EXERCISE MATERIALS
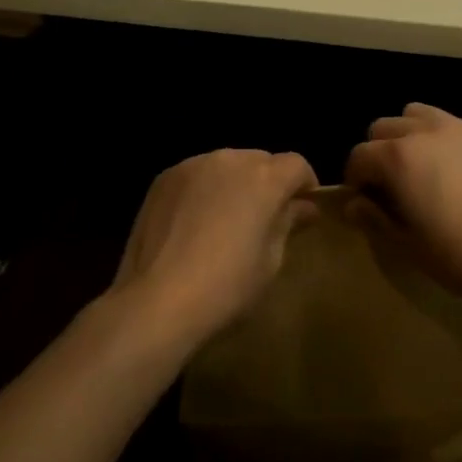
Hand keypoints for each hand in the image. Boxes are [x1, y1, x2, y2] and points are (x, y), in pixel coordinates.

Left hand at [112, 149, 316, 351]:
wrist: (156, 302)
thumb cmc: (226, 288)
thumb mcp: (270, 262)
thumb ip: (287, 224)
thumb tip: (304, 207)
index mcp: (264, 178)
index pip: (297, 165)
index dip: (304, 184)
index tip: (302, 208)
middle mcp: (231, 159)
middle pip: (261, 161)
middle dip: (268, 183)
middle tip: (263, 218)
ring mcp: (194, 165)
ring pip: (227, 165)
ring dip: (235, 183)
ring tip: (225, 219)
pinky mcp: (165, 177)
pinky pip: (197, 175)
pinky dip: (204, 189)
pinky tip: (194, 222)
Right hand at [344, 103, 461, 308]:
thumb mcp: (411, 248)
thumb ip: (375, 221)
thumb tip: (353, 205)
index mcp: (399, 158)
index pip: (359, 155)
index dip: (355, 178)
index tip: (365, 202)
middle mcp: (425, 131)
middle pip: (384, 127)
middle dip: (379, 152)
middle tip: (392, 186)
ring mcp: (461, 127)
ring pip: (418, 114)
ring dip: (410, 135)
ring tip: (424, 168)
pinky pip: (456, 126)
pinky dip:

TASK DETAILS
In the data above, which lines lie between the line with "wrist: (156, 302)" and the line with "middle mcp: (425, 131)", inclusive? Print those lines exactly and nothing else.

COMPLETED TASK
wrist: (156, 302)
thumb cmc: (226, 288)
thumb mcp: (270, 262)
thumb ip: (287, 224)
thumb tip: (304, 207)
index mcp: (264, 178)
index pip: (297, 165)
index dip: (304, 184)
index tip: (302, 208)
middle mcp: (231, 159)
middle pip: (261, 161)
middle dip: (268, 183)
middle tip: (263, 218)
ring mcp: (194, 165)
ring pip: (227, 165)
ring dip: (235, 183)
ring tip: (225, 219)
pinky mcp: (165, 177)
pinky pip: (197, 175)
pinky dip: (204, 189)
pinky tip: (194, 222)
Right hand at [344, 103, 461, 308]:
thumb mcp: (411, 248)
thumb ip: (375, 221)
thumb tip: (353, 205)
index mcp: (399, 158)
index pip: (359, 155)
index dip: (355, 178)
index tip: (365, 202)
middle mcp: (425, 131)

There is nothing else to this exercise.